Problem details: From the listing below, copy only the lines from the line that contains "middle pip: (77, 333)" to the line that contains "ring pip: (318, 335)", counting those two lines as part of the copy.

┌────────

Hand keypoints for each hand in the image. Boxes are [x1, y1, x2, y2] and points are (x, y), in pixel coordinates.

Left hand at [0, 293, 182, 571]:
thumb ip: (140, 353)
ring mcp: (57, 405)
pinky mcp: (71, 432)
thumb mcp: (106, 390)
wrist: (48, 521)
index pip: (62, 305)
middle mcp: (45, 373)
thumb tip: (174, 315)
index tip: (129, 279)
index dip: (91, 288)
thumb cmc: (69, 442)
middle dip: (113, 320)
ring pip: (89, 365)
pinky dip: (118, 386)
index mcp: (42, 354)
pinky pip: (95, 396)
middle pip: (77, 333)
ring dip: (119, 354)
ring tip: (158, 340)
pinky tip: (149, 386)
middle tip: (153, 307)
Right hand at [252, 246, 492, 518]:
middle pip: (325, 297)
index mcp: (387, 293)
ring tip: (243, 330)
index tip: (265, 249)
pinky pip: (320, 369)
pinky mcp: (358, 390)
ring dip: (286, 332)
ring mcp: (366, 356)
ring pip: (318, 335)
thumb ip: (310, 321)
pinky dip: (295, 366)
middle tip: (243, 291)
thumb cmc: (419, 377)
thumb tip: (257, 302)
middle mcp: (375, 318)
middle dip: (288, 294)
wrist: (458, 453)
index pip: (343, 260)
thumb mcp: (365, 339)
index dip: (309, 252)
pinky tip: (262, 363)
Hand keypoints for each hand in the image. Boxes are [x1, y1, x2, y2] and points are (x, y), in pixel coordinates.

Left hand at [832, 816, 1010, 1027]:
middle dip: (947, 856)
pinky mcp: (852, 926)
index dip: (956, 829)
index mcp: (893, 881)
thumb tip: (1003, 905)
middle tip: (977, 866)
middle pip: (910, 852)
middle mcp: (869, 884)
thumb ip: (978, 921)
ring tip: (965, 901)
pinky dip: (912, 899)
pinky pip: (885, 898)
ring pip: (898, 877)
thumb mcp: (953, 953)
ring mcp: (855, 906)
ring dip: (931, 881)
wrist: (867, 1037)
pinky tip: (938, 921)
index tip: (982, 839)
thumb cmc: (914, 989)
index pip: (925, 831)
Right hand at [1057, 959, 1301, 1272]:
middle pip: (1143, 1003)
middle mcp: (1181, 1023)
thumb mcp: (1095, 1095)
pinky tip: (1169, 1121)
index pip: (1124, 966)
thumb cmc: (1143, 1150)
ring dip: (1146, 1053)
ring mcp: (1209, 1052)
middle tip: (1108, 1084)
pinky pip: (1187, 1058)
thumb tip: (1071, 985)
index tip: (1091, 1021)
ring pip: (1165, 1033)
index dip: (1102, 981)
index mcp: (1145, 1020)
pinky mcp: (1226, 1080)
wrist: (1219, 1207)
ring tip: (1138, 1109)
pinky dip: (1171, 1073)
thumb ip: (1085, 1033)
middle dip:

└────────

Exercise result:
middle pip: (77, 333)
ring dip: (119, 354)
ring tip: (158, 340)
pinky tip: (149, 386)
middle tip: (153, 307)
Right hand at [252, 246, 492, 518]:
middle pip: (325, 297)
index mcp: (387, 293)
ring tip: (243, 330)
index tip: (265, 249)
pinky pip: (320, 369)
pinky mcp: (358, 390)
ring dip: (286, 332)
ring mcp: (366, 356)
ring pip: (318, 335)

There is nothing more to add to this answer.